[openstack-dev] Feedback about Swift API - Especially about Large Objects

2015-10-09 Thread Pierre SOUCHAY
Hi Swift Developpers,

We have been using Swift as a IAAS provider for more than two years now, but 
this mail is about feedback on the API side. I think it would be great to 
include some of the ideas in future revisions of API.

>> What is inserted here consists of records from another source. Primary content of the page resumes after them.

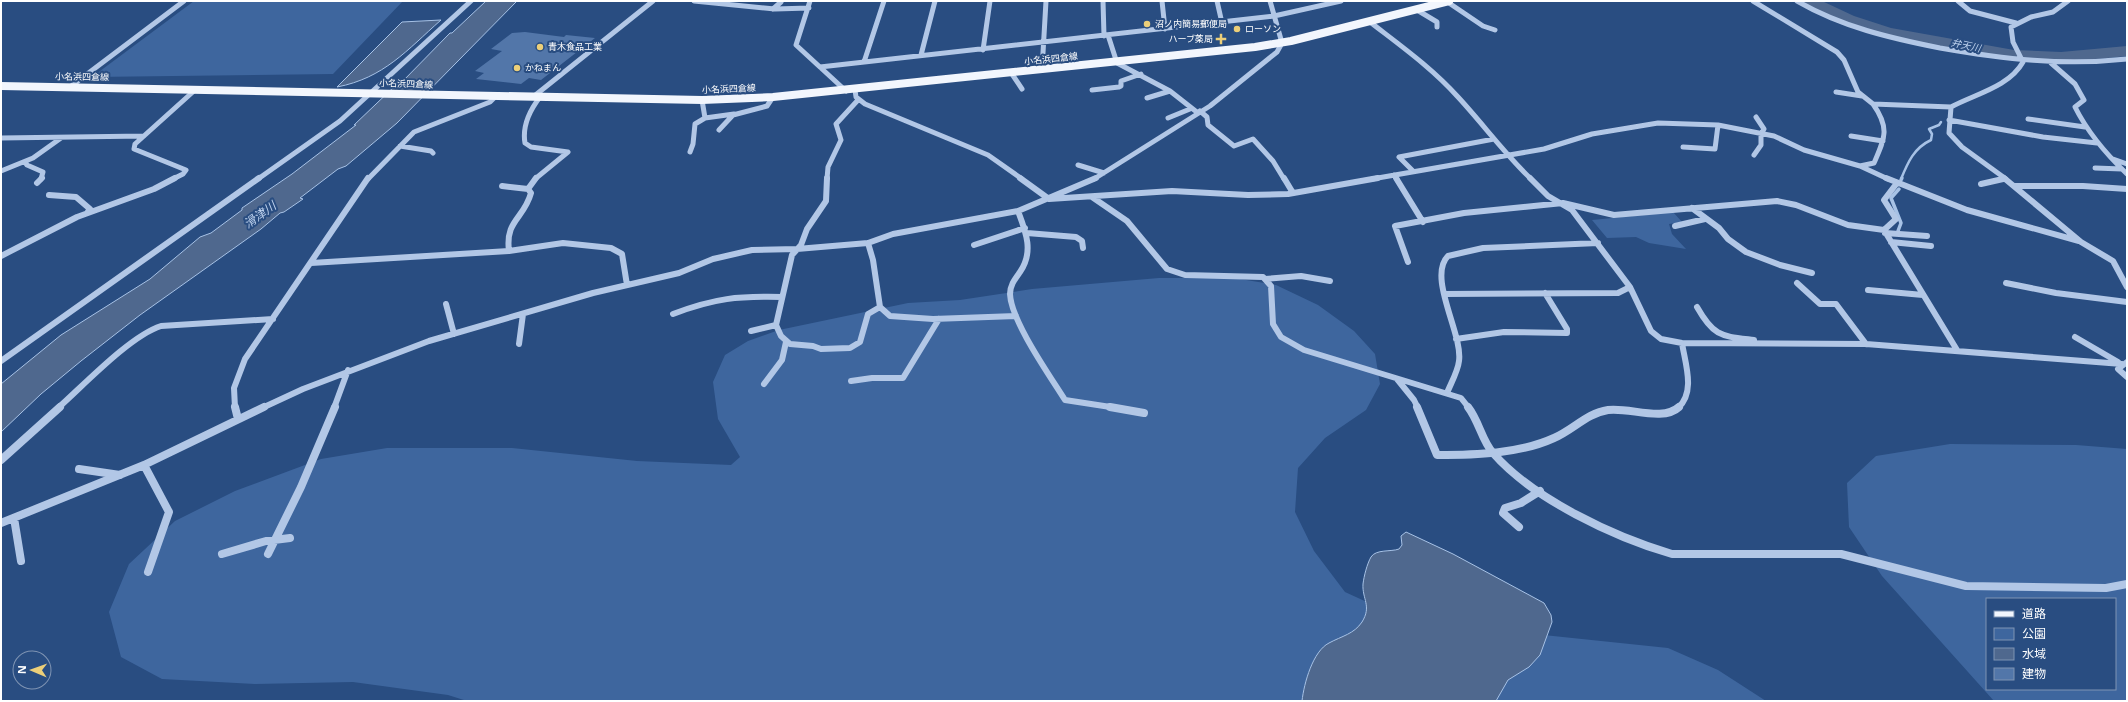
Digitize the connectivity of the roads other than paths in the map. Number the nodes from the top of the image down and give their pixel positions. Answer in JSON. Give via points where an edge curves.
{"nodes":[{"id":1,"x":184,"y":1,"type":"edge"},
{"id":2,"x":471,"y":1,"type":"edge"},
{"id":3,"x":653,"y":1,"type":"edge"},
{"id":4,"x":694,"y":1,"type":"edge"},
{"id":5,"x":752,"y":1,"type":"edge"},
{"id":6,"x":810,"y":1,"type":"edge"},
{"id":7,"x":884,"y":1,"type":"edge"},
{"id":8,"x":935,"y":1,"type":"edge"},
{"id":9,"x":990,"y":1,"type":"edge"},
{"id":10,"x":1046,"y":1,"type":"edge"},
{"id":11,"x":1103,"y":1,"type":"edge"},
{"id":12,"x":1162,"y":1,"type":"edge"},
{"id":13,"x":1217,"y":1,"type":"edge"},
{"id":14,"x":1270,"y":1,"type":"edge"},
{"id":15,"x":1341,"y":1,"type":"edge"},
{"id":16,"x":1447,"y":1,"type":"edge"},
{"id":17,"x":1753,"y":1,"type":"edge"},
{"id":18,"x":1797,"y":1,"type":"edge"},
{"id":19,"x":1958,"y":1,"type":"edge"},
{"id":20,"x":2068,"y":1,"type":"edge"},
{"id":21,"x":705,"y":2,"type":"edge"},
{"id":22,"x":781,"y":2,"type":"edge"},
{"id":23,"x":1334,"y":2,"type":"edge"},
{"id":24,"x":746,"y":7,"type":"junction"},
{"id":25,"x":809,"y":8,"type":"junction"},
{"id":26,"x":773,"y":9,"type":"junction"},
{"id":27,"x":1417,"y":10,"type":"junction"},
{"id":28,"x":1274,"y":16,"type":"junction"},
{"id":29,"x":1370,"y":22,"type":"junction"},
{"id":30,"x":1222,"y":23,"type":"junction"},
{"id":31,"x":2016,"y":23,"type":"junction"},
{"id":32,"x":1437,"y":27,"type":"dead end"},
{"id":33,"x":1165,"y":28,"type":"junction"},
{"id":34,"x":1495,"y":30,"type":"dead end"},
{"id":35,"x":1106,"y":35,"type":"junction"},
{"id":36,"x":1044,"y":43,"type":"junction"},
{"id":37,"x":1282,"y":43,"type":"junction"},
{"id":38,"x":983,"y":50,"type":"junction"},
{"id":39,"x":921,"y":55,"type":"junction"},
{"id":40,"x":2127,"y":59,"type":"edge"},
{"id":41,"x":864,"y":62,"type":"junction"},
{"id":42,"x":2023,"y":62,"type":"junction"},
{"id":43,"x":1117,"y":63,"type":"junction"},
{"id":44,"x":2051,"y":63,"type":"junction"},
{"id":45,"x":820,"y":67,"type":"junction"},
{"id":46,"x":1042,"y":70,"type":"junction"},
{"id":47,"x":1012,"y":74,"type":"junction"},
{"id":48,"x":1141,"y":74,"type":"junction"},
{"id":49,"x":1,"y":86,"type":"edge"},
{"id":50,"x":70,"y":87,"type":"junction"},
{"id":51,"x":1022,"y":89,"type":"dead end"},
{"id":52,"x":195,"y":90,"type":"junction"},
{"id":53,"x":856,"y":90,"type":"junction"},
{"id":54,"x":1092,"y":90,"type":"dead end"},
{"id":55,"x":846,"y":91,"type":"junction"},
{"id":56,"x":1170,"y":91,"type":"junction"},
{"id":57,"x":372,"y":92,"type":"junction"},
{"id":58,"x":1836,"y":92,"type":"dead end"},
{"id":59,"x":496,"y":96,"type":"junction"},
{"id":60,"x":1862,"y":96,"type":"junction"},
{"id":61,"x":537,"y":97,"type":"junction"},
{"id":62,"x":773,"y":98,"type":"junction"},
{"id":63,"x":1147,"y":98,"type":"dead end"},
{"id":64,"x":702,"y":100,"type":"junction"},
{"id":65,"x":858,"y":100,"type":"junction"},
{"id":66,"x":1873,"y":104,"type":"junction"},
{"id":67,"x":1951,"y":107,"type":"junction"},
{"id":68,"x":1190,"y":109,"type":"junction"},
{"id":69,"x":1199,"y":112,"type":"junction"},
{"id":70,"x":739,"y":113,"type":"junction"},
{"id":71,"x":1756,"y":117,"type":"dead end"},
{"id":72,"x":705,"y":118,"type":"junction"},
{"id":73,"x":1168,"y":118,"type":"dead end"},
{"id":74,"x":2028,"y":119,"type":"dead end"},
{"id":75,"x":1949,"y":120,"type":"junction"},
{"id":76,"x":1718,"y":125,"type":"junction"},
{"id":77,"x":2085,"y":128,"type":"junction"},
{"id":78,"x":719,"y":130,"type":"dead end"},
{"id":79,"x":1761,"y":134,"type":"junction"},
{"id":80,"x":144,"y":136,"type":"junction"},
{"id":81,"x":1851,"y":136,"type":"dead end"},
{"id":82,"x":1,"y":138,"type":"edge"},
{"id":83,"x":61,"y":138,"type":"junction"},
{"id":84,"x":1494,"y":139,"type":"junction"},
{"id":85,"x":1883,"y":141,"type":"junction"},
{"id":86,"x":2097,"y":144,"type":"junction"},
{"id":87,"x":400,"y":146,"type":"junction"},
{"id":88,"x":1683,"y":147,"type":"dead end"},
{"id":89,"x":690,"y":152,"type":"dead end"},
{"id":90,"x":433,"y":153,"type":"dead end"},
{"id":91,"x":1506,"y":155,"type":"junction"},
{"id":92,"x":1754,"y":155,"type":"dead end"},
{"id":93,"x":2111,"y":158,"type":"junction"},
{"id":94,"x":25,"y":162,"type":"junction"},
{"id":95,"x":2127,"y":164,"type":"edge"},
{"id":96,"x":1078,"y":165,"type":"dead end"},
{"id":97,"x":1860,"y":166,"type":"junction"},
{"id":98,"x":2095,"y":168,"type":"dead end"},
{"id":99,"x":2122,"y":169,"type":"junction"},
{"id":100,"x":1,"y":171,"type":"edge"},
{"id":101,"x":1413,"y":171,"type":"junction"},
{"id":102,"x":1104,"y":173,"type":"junction"},
{"id":103,"x":2127,"y":174,"type":"edge"},
{"id":104,"x":1394,"y":175,"type":"junction"},
{"id":105,"x":2003,"y":179,"type":"junction"},
{"id":106,"x":37,"y":183,"type":"dead end"},
{"id":107,"x":1897,"y":183,"type":"junction"},
{"id":108,"x":1981,"y":184,"type":"dead end"},
{"id":109,"x":502,"y":186,"type":"dead end"},
{"id":110,"x":2015,"y":186,"type":"junction"},
{"id":111,"x":528,"y":189,"type":"junction"},
{"id":112,"x":2127,"y":189,"type":"edge"},
{"id":113,"x":1293,"y":193,"type":"junction"},
{"id":114,"x":49,"y":195,"type":"dead end"},
{"id":115,"x":1092,"y":197,"type":"junction"},
{"id":116,"x":1049,"y":199,"type":"junction"},
{"id":117,"x":1562,"y":203,"type":"junction"},
{"id":118,"x":1692,"y":208,"type":"junction"},
{"id":119,"x":1018,"y":211,"type":"junction"},
{"id":120,"x":87,"y":213,"type":"junction"},
{"id":121,"x":1705,"y":219,"type":"junction"},
{"id":122,"x":1423,"y":222,"type":"junction"},
{"id":123,"x":1675,"y":226,"type":"dead end"},
{"id":124,"x":1026,"y":231,"type":"junction"},
{"id":125,"x":1885,"y":231,"type":"junction"},
{"id":126,"x":1926,"y":236,"type":"dead end"},
{"id":127,"x":1891,"y":242,"type":"junction"},
{"id":128,"x":2081,"y":242,"type":"junction"},
{"id":129,"x":868,"y":243,"type":"junction"},
{"id":130,"x":1598,"y":244,"type":"junction"},
{"id":131,"x":974,"y":245,"type":"dead end"},
{"id":132,"x":1932,"y":246,"type":"dead end"},
{"id":133,"x":1083,"y":248,"type":"dead end"},
{"id":134,"x":797,"y":249,"type":"junction"},
{"id":135,"x":509,"y":251,"type":"junction"},
{"id":136,"x":1,"y":256,"type":"edge"},
{"id":137,"x":1408,"y":262,"type":"dead end"},
{"id":138,"x":311,"y":263,"type":"junction"},
{"id":139,"x":1812,"y":273,"type":"dead end"},
{"id":140,"x":1265,"y":279,"type":"junction"},
{"id":141,"x":1330,"y":281,"type":"dead end"},
{"id":142,"x":1797,"y":283,"type":"dead end"},
{"id":143,"x":2006,"y":283,"type":"dead end"},
{"id":144,"x":627,"y":285,"type":"junction"},
{"id":145,"x":1630,"y":287,"type":"junction"},
{"id":146,"x":2127,"y":287,"type":"edge"},
{"id":147,"x":1868,"y":290,"type":"dead end"},
{"id":148,"x":1545,"y":293,"type":"junction"},
{"id":149,"x":1444,"y":294,"type":"junction"},
{"id":150,"x":1923,"y":295,"type":"junction"},
{"id":151,"x":782,"y":297,"type":"junction"},
{"id":152,"x":2127,"y":302,"type":"edge"},
{"id":153,"x":446,"y":304,"type":"dead end"},
{"id":154,"x":880,"y":307,"type":"junction"},
{"id":155,"x":1697,"y":307,"type":"dead end"},
{"id":156,"x":523,"y":314,"type":"junction"},
{"id":157,"x":673,"y":314,"type":"dead end"},
{"id":158,"x":1016,"y":316,"type":"junction"},
{"id":159,"x":272,"y":319,"type":"junction"},
{"id":160,"x":939,"y":319,"type":"junction"},
{"id":161,"x":776,"y":325,"type":"junction"},
{"id":162,"x":751,"y":331,"type":"dead end"},
{"id":163,"x":454,"y":334,"type":"junction"},
{"id":164,"x":2075,"y":337,"type":"dead end"},
{"id":165,"x":1456,"y":339,"type":"junction"},
{"id":166,"x":786,"y":342,"type":"junction"},
{"id":167,"x":1682,"y":343,"type":"junction"},
{"id":168,"x":520,"y":344,"type":"dead end"},
{"id":169,"x":1765,"y":344,"type":"junction"},
{"id":170,"x":1866,"y":344,"type":"junction"},
{"id":171,"x":1957,"y":350,"type":"junction"},
{"id":172,"x":1,"y":361,"type":"edge"},
{"id":173,"x":2125,"y":363,"type":"edge"},
{"id":174,"x":348,"y":370,"type":"junction"},
{"id":175,"x":1397,"y":378,"type":"junction"},
{"id":176,"x":2127,"y":378,"type":"edge"},
{"id":177,"x":851,"y":381,"type":"dead end"},
{"id":178,"x":764,"y":384,"type":"dead end"},
{"id":179,"x":1447,"y":394,"type":"junction"},
{"id":180,"x":1144,"y":413,"type":"dead end"},
{"id":181,"x":238,"y":419,"type":"junction"},
{"id":182,"x":1492,"y":452,"type":"junction"},
{"id":183,"x":1,"y":460,"type":"edge"},
{"id":184,"x":144,"y":465,"type":"junction"},
{"id":185,"x":78,"y":469,"type":"dead end"},
{"id":186,"x":120,"y":475,"type":"junction"},
{"id":187,"x":1540,"y":491,"type":"junction"},
{"id":188,"x":14,"y":518,"type":"junction"},
{"id":189,"x":1,"y":523,"type":"edge"},
{"id":190,"x":1519,"y":527,"type":"dead end"},
{"id":191,"x":290,"y":538,"type":"dead end"},
{"id":192,"x":276,"y":539,"type":"junction"},
{"id":193,"x":222,"y":554,"type":"dead end"},
{"id":194,"x":268,"y":554,"type":"dead end"},
{"id":195,"x":21,"y":561,"type":"dead end"},
{"id":196,"x":148,"y":572,"type":"dead end"},
{"id":197,"x":2127,"y":584,"type":"edge"}],
"edges":[{"from":1,"to":50,"type":"street"},
{"from":2,"to":57,"type":"street"},
{"from":3,"to":61,"type":"street"},
{"from":4,"to":21,"type":"street"},
{"from":5,"to":24,"type":"street"},
{"from":6,"to":25,"type":"street"},
{"from":7,"to":41,"type":"street"},
{"from":8,"to":39,"type":"street"},
{"from":9,"to":38,"type":"street"},
{"from":10,"to":36,"type":"street"},
{"from":11,"to":35,"type":"street"},
{"from":12,"to":33,"type":"street"},
{"from":13,"to":30,"type":"street"},
{"from":14,"to":28,"type":"street"},
{"from":15,"to":23,"type":"street"},
{"from":16,"to":27,"type":"main road","name":"小名浜四倉線"},
{"from":16,"to":34,"type":"street","via":[[1483,26]]},
{"from":17,"to":60,"type":"street","via":[[1837,52],[1844,60]]},
{"from":18,"to":42,"type":"street","via":[[1837,21],[1869,32]]},
{"from":19,"to":31,"type":"street","via":[[1970,11]]},
{"from":20,"to":31,"type":"street","via":[[2053,12]]},
{"from":21,"to":24,"type":"street"},
{"from":22,"to":26,"type":"street"},
{"from":23,"to":28,"type":"street"},
{"from":24,"to":26,"type":"street"},
{"from":25,"to":26,"type":"street"},
{"from":25,"to":45,"type":"street","via":[[796,45]]},
{"from":27,"to":29,"type":"main road","name":"小名浜四倉線"},
{"from":27,"to":32,"type":"street","via":[[1437,22]]},
{"from":28,"to":30,"type":"street"},
{"from":28,"to":37,"type":"street"},
{"from":29,"to":37,"type":"main road","name":"小名浜四倉線"},
{"from":29,"to":84,"type":"street","via":[[1440,78]]},
{"from":30,"to":33,"type":"street"},
{"from":31,"to":42,"type":"street","via":[[2011,27],[2013,42],[2020,51]]},
{"from":33,"to":35,"type":"street"},
{"from":35,"to":36,"type":"street"},
{"from":35,"to":43,"type":"street"},
{"from":36,"to":38,"type":"street"},
{"from":36,"to":46,"type":"street"},
{"from":37,"to":43,"type":"main road","name":"小名浜四倉線"},
{"from":37,"to":69,"type":"street","via":[[1277,52]]},
{"from":38,"to":39,"type":"street"},
{"from":39,"to":41,"type":"street"},
{"from":40,"to":44,"type":"street","via":[[2083,64]]},
{"from":41,"to":45,"type":"street"},
{"from":42,"to":44,"type":"street"},
{"from":42,"to":67,"type":"street","via":[[2021,69],[1989,90],[1962,99]]},
{"from":43,"to":46,"type":"main road","name":"小名浜四倉線"},
{"from":43,"to":48,"type":"street"},
{"from":44,"to":77,"type":"street","via":[[2069,78],[2082,96],[2084,100],[2075,107]]},
{"from":45,"to":55,"type":"street"},
{"from":46,"to":47,"type":"main road","name":"小名浜四倉線"},
{"from":47,"to":51,"type":"street"},
{"from":47,"to":53,"type":"main road","name":"小名浜四倉線"},
{"from":48,"to":54,"type":"street","via":[[1121,81],[1118,88]]},
{"from":48,"to":56,"type":"street"},
{"from":49,"to":50,"type":"main road","name":"小名浜四倉線"},
{"from":50,"to":52,"type":"main road","name":"小名浜四倉線"},
{"from":52,"to":57,"type":"main road","name":"小名浜四倉線"},
{"from":52,"to":80,"type":"street"},
{"from":53,"to":55,"type":"main road","name":"小名浜四倉線"},
{"from":53,"to":65,"type":"street"},
{"from":55,"to":62,"type":"main road","name":"小名浜四倉線"},
{"from":56,"to":63,"type":"street"},
{"from":56,"to":68,"type":"street"},
{"from":57,"to":59,"type":"main road","name":"小名浜四倉線"},
{"from":57,"to":172,"type":"street","via":[[340,121],[297,153]]},
{"from":58,"to":60,"type":"street"},
{"from":59,"to":61,"type":"main road","name":"小名浜四倉線"},
{"from":59,"to":87,"type":"street","via":[[490,102],[422,127]]},
{"from":60,"to":66,"type":"street"},
{"from":61,"to":64,"type":"main road","name":"小名浜四倉線"},
{"from":61,"to":111,"type":"street","via":[[530,113],[525,143],[531,147],[568,152],[536,178]]},
{"from":62,"to":64,"type":"main road","name":"小名浜四倉線"},
{"from":62,"to":70,"type":"street","via":[[767,106]]},
{"from":64,"to":72,"type":"street"},
{"from":65,"to":116,"type":"street","via":[[988,155]]},
{"from":65,"to":134,"type":"street","via":[[836,124],[841,140],[828,168],[826,201]]},
{"from":66,"to":67,"type":"street"},
{"from":66,"to":85,"type":"street","via":[[1881,115],[1886,133]]},
{"from":67,"to":75,"type":"street"},
{"from":68,"to":69,"type":"street"},
{"from":68,"to":73,"type":"street"},
{"from":69,"to":102,"type":"street"},
{"from":69,"to":113,"type":"street","via":[[1207,117],[1208,125],[1234,146],[1253,139],[1273,162]]},
{"from":70,"to":72,"type":"street"},
{"from":70,"to":78,"type":"street"},
{"from":71,"to":79,"type":"street","via":[[1764,129]]},
{"from":72,"to":89,"type":"street","via":[[695,124]]},
{"from":74,"to":77,"type":"street"},
{"from":75,"to":86,"type":"street"},
{"from":75,"to":105,"type":"street","via":[[1949,133],[1962,147]]},
{"from":76,"to":79,"type":"street"},
{"from":76,"to":88,"type":"street","via":[[1715,149]]},
{"from":76,"to":91,"type":"street","via":[[1642,125],[1592,134],[1544,149]]},
{"from":77,"to":86,"type":"street"},
{"from":79,"to":92,"type":"street","via":[[1761,145]]},
{"from":79,"to":97,"type":"street","via":[[1774,136],[1810,152]]},
{"from":80,"to":83,"type":"street"},
{"from":80,"to":120,"type":"street","via":[[134,148],[186,170],[154,189]]},
{"from":81,"to":85,"type":"street"},
{"from":82,"to":83,"type":"street"},
{"from":83,"to":94,"type":"street"},
{"from":84,"to":91,"type":"street"},
{"from":84,"to":101,"type":"street","via":[[1399,157]]},
{"from":85,"to":97,"type":"street","via":[[1874,163]]},
{"from":86,"to":93,"type":"street"},
{"from":87,"to":90,"type":"street"},
{"from":87,"to":138,"type":"street","via":[[370,176]]},
{"from":91,"to":101,"type":"street"},
{"from":91,"to":117,"type":"street","via":[[1548,196]]},
{"from":93,"to":95,"type":"street"},
{"from":93,"to":99,"type":"street"},
{"from":94,"to":100,"type":"street"},
{"from":94,"to":106,"type":"street","via":[[26,165],[44,172]]},
{"from":96,"to":102,"type":"street"},
{"from":97,"to":107,"type":"street"},
{"from":98,"to":99,"type":"street"},
{"from":99,"to":103,"type":"street"},
{"from":101,"to":104,"type":"street"},
{"from":102,"to":116,"type":"street"},
{"from":104,"to":113,"type":"street"},
{"from":104,"to":122,"type":"street"},
{"from":105,"to":108,"type":"street"},
{"from":105,"to":110,"type":"street"},
{"from":107,"to":125,"type":"street","via":[[1884,200],[1896,219]]},
{"from":107,"to":128,"type":"street","via":[[1964,208]]},
{"from":109,"to":111,"type":"street"},
{"from":110,"to":112,"type":"street"},
{"from":110,"to":128,"type":"street"},
{"from":111,"to":135,"type":"street","via":[[531,193],[528,204],[514,219],[506,240]]},
{"from":113,"to":115,"type":"street","via":[[1248,195],[1172,191]]},
{"from":114,"to":120,"type":"street","via":[[76,197],[90,209]]},
{"from":115,"to":116,"type":"street"},
{"from":115,"to":140,"type":"street","via":[[1127,221],[1167,269],[1185,275]]},
{"from":116,"to":119,"type":"street"},
{"from":117,"to":118,"type":"street","via":[[1614,215]]},
{"from":117,"to":122,"type":"street","via":[[1464,213]]},
{"from":117,"to":130,"type":"street","via":[[1572,210]]},
{"from":118,"to":121,"type":"street"},
{"from":118,"to":125,"type":"street","via":[[1776,200],[1796,205],[1848,226]]},
{"from":119,"to":124,"type":"street"},
{"from":119,"to":129,"type":"street","via":[[935,225],[893,234]]},
{"from":120,"to":136,"type":"street"},
{"from":121,"to":123,"type":"street"},
{"from":121,"to":139,"type":"street","via":[[1718,228],[1729,241],[1760,258]]},
{"from":122,"to":137,"type":"street","via":[[1395,226]]},
{"from":124,"to":131,"type":"street"},
{"from":124,"to":133,"type":"street","via":[[1076,237],[1082,241]]},
{"from":124,"to":158,"type":"street","via":[[1026,262],[1010,290]]},
{"from":125,"to":126,"type":"street"},
{"from":125,"to":127,"type":"street"},
{"from":127,"to":132,"type":"street"},
{"from":127,"to":150,"type":"street"},
{"from":128,"to":146,"type":"street","via":[[2113,261]]},
{"from":129,"to":134,"type":"street"},
{"from":129,"to":154,"type":"street"},
{"from":130,"to":145,"type":"street"},
{"from":130,"to":149,"type":"street","via":[[1483,248],[1448,256],[1444,260],[1441,281]]},
{"from":134,"to":144,"type":"street","via":[[752,250]]},
{"from":134,"to":151,"type":"street","via":[[792,255]]},
{"from":135,"to":138,"type":"street"},
{"from":135,"to":144,"type":"street","via":[[571,243],[617,250],[623,256]]},
{"from":138,"to":159,"type":"street"},
{"from":140,"to":141,"type":"street","via":[[1301,276]]},
{"from":140,"to":175,"type":"street","via":[[1271,286],[1273,324],[1281,337],[1304,350]]},
{"from":142,"to":170,"type":"street","via":[[1820,304],[1836,304]]},
{"from":143,"to":152,"type":"street","via":[[2056,293]]},
{"from":144,"to":156,"type":"street"},
{"from":145,"to":148,"type":"street","via":[[1618,293]]},
{"from":145,"to":167,"type":"street","via":[[1651,331],[1666,341]]},
{"from":147,"to":150,"type":"street"},
{"from":148,"to":149,"type":"street"},
{"from":148,"to":165,"type":"street","via":[[1567,333],[1504,332]]},
{"from":149,"to":165,"type":"street"},
{"from":150,"to":171,"type":"street"},
{"from":151,"to":157,"type":"street","via":[[729,298]]},
{"from":151,"to":161,"type":"street"},
{"from":153,"to":163,"type":"street"},
{"from":154,"to":160,"type":"street","via":[[890,316]]},
{"from":154,"to":166,"type":"street","via":[[868,314],[860,342],[850,348],[821,349]]},
{"from":155,"to":169,"type":"street","via":[[1707,326],[1714,333],[1761,341]]},
{"from":156,"to":163,"type":"street"},
{"from":156,"to":168,"type":"street"},
{"from":158,"to":160,"type":"street"},
{"from":158,"to":180,"type":"street","via":[[1064,400]]},
{"from":159,"to":181,"type":"street","via":[[245,359],[234,382],[233,403]]},
{"from":159,"to":183,"type":"street","via":[[168,325],[149,330]]},
{"from":160,"to":177,"type":"street","via":[[903,378]]},
{"from":161,"to":162,"type":"street"},
{"from":161,"to":166,"type":"street"},
{"from":163,"to":174,"type":"street"},
{"from":164,"to":173,"type":"street"},
{"from":165,"to":179,"type":"street","via":[[1459,361]]},
{"from":166,"to":178,"type":"street","via":[[783,360]]},
{"from":167,"to":169,"type":"street"},
{"from":167,"to":182,"type":"street","via":[[1687,391],[1684,403],[1673,412],[1608,409],[1594,413],[1549,441]]},
{"from":169,"to":170,"type":"street"},
{"from":170,"to":171,"type":"street"},
{"from":171,"to":173,"type":"street"},
{"from":173,"to":176,"type":"street","via":[[2118,369]]},
{"from":174,"to":181,"type":"street"},
{"from":174,"to":192,"type":"street","via":[[332,418]]},
{"from":175,"to":179,"type":"street"},
{"from":175,"to":182,"type":"street","via":[[1414,400],[1437,455]]},
{"from":179,"to":182,"type":"street","via":[[1461,398],[1472,411]]},
{"from":181,"to":184,"type":"street"},
{"from":182,"to":187,"type":"street","via":[[1508,469]]},
{"from":184,"to":186,"type":"street"},
{"from":184,"to":196,"type":"street","via":[[169,512]]},
{"from":185,"to":186,"type":"street","via":[[114,472]]},
{"from":186,"to":188,"type":"street"},
{"from":187,"to":190,"type":"street","via":[[1521,503],[1505,508],[1503,512]]},
{"from":187,"to":197,"type":"street","via":[[1571,511],[1628,539],[1672,554],[1842,554],[1966,586],[2106,588]]},
{"from":188,"to":189,"type":"street"},
{"from":188,"to":195,"type":"street"},
{"from":191,"to":192,"type":"street"},
{"from":192,"to":193,"type":"street"},
{"from":192,"to":194,"type":"street"}]}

I’ve been developping a few Swift clients in HTML (in Cloudwatt Dashboard) with 
CORS, Java with Swing GUI (https://github.com/pierresouchay/swiftbrowser 
) and Go for Swift to filesystem 
(https://github.com/pierresouchay/swiftsync/ 
), so I have now a few ideas about 
how improving a bit the API.

The API is quite straightforward and intuitive to use, and writing a client is 
now that difficult, but unfortunately, the Large Object support is not easy at 
all to deal with.

The biggest issue is that there is now way to know whenever a file is a large 
object when performing listings using JSON format, since, AFAIK a large object 
is an object with 0 bytes (so its size in bytes is 0), but it also has a hash 
of a zero file bytes.

For instance, a signature of such object is :
 {"hash": "d41d8cd98f00b204e9800998ecf8427e", "last_modified": 
"2015-06-04T10:23:57.618760", "bytes": 0, "name": "5G", "content_type": 
"octet/stream"}

which is, exactly the hash of a 0 bytes file :
$ echo -n | md5
d41d8cd98f00b204e9800998ecf8427e

Ok, now lets try HEAD :
$ curl -vv -XHEAD -H X-Auth-Token:$TOKEN 
'https://storage.fr1.cloudwatt.com/v1/AUTH_61b8fe6dfd0a4ce69f6622ea7e0f/large_files/5G
…
< HTTP/1.1 200 OK
< Date: Fri, 09 Oct 2015 19:43:09 GMT
< Content-Length: 50
< Accept-Ranges: bytes
< X-Object-Manifest: large_files/5G/.part-50-
< Last-Modified: Thu, 04 Jun 2015 10:16:33 GMT
< Etag: "479517ec4767ca08ed0547dca003d116"
< X-Timestamp: 1433413437.61876
< Content-Type: octet/stream
< X-Trans-Id: txba36522b0b7743d683a5d-00561818cd

WTF ? While all files have the same value for ETag and hash, this is not the 
case for Large files…

Furthermore, the ETag is not the md5 of the whole file, but the hash of the 
hash of all manifest files (as described somewhere hidden deeply in the 
documentation)

Why this is a problem ?
---

Imagine a « naive »  client using the API which performs some kind of Sync.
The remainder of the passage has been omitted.